Uno scambio di opinioni sullo slap tra me e Gianfranco.
D. Ti piace lo stick?
R. Lo stick è uno strumento bellissimo, pensa il primo articolo che uscì in Italia che parlava dello stick lo feci io su Fare Musica, intervistai Jim Lampi un vero fenomeno, era stato anche un sassofonista, mi fece innamorare di questo strumento, fu, tra l’altro, il primo dimostratore di Chapman; qui in Italia c’è una ragazza che lo suona: Virginia Splendore.
Devo però dire che tanti di quelli che vedo in giro con lo stick, e che l’hanno reso più famoso su un palco, in realtà non lo sanno suonare.

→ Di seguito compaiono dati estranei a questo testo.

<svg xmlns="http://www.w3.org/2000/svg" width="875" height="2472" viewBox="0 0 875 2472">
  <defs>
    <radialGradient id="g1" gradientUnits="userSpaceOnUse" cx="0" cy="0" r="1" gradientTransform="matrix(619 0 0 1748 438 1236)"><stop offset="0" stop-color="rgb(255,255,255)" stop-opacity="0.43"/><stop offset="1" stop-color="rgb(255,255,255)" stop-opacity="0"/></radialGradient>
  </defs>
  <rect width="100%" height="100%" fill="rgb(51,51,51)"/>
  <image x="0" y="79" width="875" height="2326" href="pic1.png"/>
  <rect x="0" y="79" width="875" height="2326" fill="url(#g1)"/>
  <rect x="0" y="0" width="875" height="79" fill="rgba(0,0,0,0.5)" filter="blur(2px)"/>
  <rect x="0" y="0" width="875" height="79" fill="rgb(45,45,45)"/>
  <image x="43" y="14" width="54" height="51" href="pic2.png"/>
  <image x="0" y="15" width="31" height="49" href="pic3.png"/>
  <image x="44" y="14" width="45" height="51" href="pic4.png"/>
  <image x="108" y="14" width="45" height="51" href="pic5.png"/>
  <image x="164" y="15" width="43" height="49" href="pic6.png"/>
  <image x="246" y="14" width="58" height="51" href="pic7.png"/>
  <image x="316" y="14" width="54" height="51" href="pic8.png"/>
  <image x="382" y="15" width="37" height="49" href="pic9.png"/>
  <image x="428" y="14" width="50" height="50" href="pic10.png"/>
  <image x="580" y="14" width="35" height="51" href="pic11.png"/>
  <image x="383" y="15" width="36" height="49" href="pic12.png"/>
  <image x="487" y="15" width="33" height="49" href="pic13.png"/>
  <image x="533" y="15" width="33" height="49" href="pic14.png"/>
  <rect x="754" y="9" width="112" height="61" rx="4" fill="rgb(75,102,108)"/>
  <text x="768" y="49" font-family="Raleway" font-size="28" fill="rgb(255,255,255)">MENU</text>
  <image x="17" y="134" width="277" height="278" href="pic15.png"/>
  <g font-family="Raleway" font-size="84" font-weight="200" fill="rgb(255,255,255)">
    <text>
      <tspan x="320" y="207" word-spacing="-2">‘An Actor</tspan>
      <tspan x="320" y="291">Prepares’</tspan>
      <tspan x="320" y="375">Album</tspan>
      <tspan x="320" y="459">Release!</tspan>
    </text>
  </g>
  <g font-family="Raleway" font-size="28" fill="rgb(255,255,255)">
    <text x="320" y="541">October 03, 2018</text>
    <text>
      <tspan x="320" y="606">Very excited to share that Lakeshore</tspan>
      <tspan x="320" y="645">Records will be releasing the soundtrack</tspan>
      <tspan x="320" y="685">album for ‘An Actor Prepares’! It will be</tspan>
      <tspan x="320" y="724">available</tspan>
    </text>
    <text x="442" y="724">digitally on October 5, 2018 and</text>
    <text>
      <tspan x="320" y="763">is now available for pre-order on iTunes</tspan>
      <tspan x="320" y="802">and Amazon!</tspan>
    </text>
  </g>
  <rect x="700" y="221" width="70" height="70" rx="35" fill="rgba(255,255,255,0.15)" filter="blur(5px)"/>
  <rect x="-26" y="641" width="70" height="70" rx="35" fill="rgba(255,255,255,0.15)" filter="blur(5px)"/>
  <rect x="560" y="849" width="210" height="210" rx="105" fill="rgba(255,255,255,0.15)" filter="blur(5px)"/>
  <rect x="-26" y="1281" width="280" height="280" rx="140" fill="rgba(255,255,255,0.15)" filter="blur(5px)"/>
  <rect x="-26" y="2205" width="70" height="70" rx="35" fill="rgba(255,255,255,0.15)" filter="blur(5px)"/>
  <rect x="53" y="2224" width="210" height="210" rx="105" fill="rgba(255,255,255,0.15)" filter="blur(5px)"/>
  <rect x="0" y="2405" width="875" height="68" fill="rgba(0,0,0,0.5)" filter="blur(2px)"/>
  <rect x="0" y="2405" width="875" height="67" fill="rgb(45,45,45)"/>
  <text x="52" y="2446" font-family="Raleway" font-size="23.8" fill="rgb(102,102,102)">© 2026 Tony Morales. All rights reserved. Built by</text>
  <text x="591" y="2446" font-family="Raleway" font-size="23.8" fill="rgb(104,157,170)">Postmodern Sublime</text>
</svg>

D. Cosa pensi dello stato attuale della musica?
R. Prendiamo la musica rock di oggi: quante grandi novità ci sono? Io preferisco sentirmi gruppi d’epoca come i Gentle Giant, piuttosto che sentirmi gente che ha meno idee di loro che sfrutta solamente la tecnologia con i suoni migliori di allora. Vedere i grandi gruppi dal vivo era veramente uno spettacolo, io ho visto artisti come Gentle Giant, Deep purple, Frank Zappa, Weather Report, Ron Carter, tanto per fare i primi nomi che mi vengono in mente. Ho visto e sentito tutto quello che potevo, riesco a trovare delle cose buone in tutti i generi musicali e anche, però, si può dire? Della merda in tutti i tipi di musica!
D. Professione musicista in Italia?
D. Difficilissimo, come strumentisti elettrici non siamo in pratica nemmeno riconosciuti dallo stato. Bisogna avere le idee chiare, sapere cosa uno vuole fare, spesso il carattere conta più della tecnica. Quando sento un ragazzo che mi dice che vuole mollare tutto per fare questa professione io dico sempre di cercarsi un’alternativa, l’ho fatto con tutti, anche con quelli che oggi sono i più grossi nomi del basso elettrico italiano ho detto la stessa cosa.